┌─ DATA LISTING

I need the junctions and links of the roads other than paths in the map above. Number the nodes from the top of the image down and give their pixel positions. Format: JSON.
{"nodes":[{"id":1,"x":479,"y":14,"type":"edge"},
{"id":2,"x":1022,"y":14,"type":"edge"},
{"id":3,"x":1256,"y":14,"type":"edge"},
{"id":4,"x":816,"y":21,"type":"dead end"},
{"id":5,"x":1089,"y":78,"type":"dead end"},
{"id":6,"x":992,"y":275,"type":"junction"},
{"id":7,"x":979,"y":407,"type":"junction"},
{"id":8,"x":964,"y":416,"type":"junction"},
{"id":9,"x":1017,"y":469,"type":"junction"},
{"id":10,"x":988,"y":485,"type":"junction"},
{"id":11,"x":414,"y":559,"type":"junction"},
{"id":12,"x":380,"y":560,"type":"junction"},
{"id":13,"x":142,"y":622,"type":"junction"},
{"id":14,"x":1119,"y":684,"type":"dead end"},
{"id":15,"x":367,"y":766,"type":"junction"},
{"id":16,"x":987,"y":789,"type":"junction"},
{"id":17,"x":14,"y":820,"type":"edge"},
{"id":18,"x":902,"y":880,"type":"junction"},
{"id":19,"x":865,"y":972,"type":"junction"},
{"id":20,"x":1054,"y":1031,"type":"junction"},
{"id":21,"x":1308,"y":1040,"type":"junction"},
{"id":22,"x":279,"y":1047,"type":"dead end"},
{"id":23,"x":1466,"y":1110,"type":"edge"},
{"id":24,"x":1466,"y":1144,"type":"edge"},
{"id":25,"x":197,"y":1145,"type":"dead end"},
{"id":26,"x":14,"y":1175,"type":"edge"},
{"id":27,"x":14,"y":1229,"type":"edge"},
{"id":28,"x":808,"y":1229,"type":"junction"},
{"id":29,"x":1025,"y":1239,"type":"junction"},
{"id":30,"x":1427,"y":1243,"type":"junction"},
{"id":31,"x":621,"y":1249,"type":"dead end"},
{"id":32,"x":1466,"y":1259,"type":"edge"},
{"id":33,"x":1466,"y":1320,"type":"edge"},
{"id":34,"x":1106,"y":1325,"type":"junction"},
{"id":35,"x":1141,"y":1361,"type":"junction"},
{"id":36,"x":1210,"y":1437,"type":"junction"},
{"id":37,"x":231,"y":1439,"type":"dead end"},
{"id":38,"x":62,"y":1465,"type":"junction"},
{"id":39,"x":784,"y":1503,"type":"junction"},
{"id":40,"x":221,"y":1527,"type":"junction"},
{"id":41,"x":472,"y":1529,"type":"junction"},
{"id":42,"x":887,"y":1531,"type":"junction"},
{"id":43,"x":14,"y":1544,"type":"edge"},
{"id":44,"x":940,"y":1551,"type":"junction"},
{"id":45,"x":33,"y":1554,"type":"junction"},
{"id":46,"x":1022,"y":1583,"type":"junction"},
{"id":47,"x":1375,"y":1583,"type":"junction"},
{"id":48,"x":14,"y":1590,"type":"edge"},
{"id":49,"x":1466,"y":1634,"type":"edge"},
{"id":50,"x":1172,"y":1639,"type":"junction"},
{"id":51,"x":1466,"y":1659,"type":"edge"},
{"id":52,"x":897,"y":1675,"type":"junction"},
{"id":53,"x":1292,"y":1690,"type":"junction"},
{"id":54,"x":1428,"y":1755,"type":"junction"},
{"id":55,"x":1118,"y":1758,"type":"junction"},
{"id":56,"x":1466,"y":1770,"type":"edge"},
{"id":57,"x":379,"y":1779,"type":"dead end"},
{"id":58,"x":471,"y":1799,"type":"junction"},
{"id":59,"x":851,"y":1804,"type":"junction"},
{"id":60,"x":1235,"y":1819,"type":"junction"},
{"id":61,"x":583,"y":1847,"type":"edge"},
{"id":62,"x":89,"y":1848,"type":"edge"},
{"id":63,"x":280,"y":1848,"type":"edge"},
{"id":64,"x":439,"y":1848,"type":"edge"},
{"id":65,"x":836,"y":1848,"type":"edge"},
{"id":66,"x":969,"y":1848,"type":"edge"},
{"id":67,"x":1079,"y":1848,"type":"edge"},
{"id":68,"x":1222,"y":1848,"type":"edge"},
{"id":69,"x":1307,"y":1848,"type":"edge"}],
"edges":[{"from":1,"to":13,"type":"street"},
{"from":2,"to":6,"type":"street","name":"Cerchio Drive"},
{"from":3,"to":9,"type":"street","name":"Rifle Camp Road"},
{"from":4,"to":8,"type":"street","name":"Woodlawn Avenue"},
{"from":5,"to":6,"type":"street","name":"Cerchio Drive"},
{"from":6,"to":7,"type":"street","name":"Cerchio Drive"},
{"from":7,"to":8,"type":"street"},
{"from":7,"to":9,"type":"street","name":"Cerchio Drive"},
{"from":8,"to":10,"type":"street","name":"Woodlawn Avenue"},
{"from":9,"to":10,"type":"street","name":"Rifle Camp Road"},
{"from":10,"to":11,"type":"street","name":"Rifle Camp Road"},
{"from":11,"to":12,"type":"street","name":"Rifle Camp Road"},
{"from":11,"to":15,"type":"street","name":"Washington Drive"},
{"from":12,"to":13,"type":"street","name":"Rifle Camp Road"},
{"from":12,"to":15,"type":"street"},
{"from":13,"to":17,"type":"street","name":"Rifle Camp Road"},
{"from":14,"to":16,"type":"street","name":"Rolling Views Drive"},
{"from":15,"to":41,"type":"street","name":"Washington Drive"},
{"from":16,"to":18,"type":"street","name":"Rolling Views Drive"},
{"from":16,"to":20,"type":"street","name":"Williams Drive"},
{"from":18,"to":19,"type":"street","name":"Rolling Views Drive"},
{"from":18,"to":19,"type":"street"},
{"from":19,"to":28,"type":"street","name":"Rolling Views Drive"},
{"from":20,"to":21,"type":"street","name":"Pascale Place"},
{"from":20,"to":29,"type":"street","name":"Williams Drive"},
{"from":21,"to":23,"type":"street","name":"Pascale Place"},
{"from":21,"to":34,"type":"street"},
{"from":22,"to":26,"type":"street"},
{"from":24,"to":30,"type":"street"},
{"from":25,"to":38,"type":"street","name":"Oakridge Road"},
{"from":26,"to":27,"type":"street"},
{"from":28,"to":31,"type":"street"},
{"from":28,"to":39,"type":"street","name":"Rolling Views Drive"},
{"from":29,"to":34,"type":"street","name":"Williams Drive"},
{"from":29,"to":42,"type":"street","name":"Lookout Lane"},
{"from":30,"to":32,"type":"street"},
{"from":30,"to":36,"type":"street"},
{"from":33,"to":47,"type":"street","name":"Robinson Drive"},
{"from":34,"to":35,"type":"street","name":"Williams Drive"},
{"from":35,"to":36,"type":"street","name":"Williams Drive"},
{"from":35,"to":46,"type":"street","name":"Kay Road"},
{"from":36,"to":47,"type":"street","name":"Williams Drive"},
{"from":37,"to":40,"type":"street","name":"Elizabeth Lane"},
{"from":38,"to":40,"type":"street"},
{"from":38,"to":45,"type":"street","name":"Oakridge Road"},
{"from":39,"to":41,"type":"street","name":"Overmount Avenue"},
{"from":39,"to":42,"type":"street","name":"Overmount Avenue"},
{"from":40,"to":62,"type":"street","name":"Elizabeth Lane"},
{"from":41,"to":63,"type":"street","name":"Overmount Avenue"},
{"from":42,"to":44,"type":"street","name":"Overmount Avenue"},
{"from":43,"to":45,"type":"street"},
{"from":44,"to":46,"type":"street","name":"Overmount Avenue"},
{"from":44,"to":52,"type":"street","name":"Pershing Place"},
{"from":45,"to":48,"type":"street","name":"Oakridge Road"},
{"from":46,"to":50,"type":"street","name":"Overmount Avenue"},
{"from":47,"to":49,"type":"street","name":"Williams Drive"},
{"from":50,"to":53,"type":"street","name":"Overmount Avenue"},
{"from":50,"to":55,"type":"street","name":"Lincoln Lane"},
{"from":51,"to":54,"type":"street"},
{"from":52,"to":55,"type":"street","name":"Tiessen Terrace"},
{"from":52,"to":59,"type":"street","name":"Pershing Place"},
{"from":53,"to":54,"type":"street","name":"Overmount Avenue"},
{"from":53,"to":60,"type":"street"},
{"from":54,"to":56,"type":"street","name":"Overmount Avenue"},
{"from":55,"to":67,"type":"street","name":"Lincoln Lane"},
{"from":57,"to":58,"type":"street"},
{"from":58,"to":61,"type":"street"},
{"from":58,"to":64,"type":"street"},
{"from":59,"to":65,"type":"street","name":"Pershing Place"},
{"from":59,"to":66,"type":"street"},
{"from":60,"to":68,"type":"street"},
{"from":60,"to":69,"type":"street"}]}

└─

WHAT YOU HAVE TO DO — Among the lines of the preceding data, which ones hold the word "Views"? List them.

EXERCISE RESULT —
{"from":14,"to":16,"type":"street","name":"Rolling Views Drive"},
{"from":16,"to":18,"type":"street","name":"Rolling Views Drive"},
{"from":18,"to":19,"type":"street","name":"Rolling Views Drive"},
{"from":19,"to":28,"type":"street","name":"Rolling Views Drive"},
{"from":28,"to":39,"type":"street","name":"Rolling Views Drive"},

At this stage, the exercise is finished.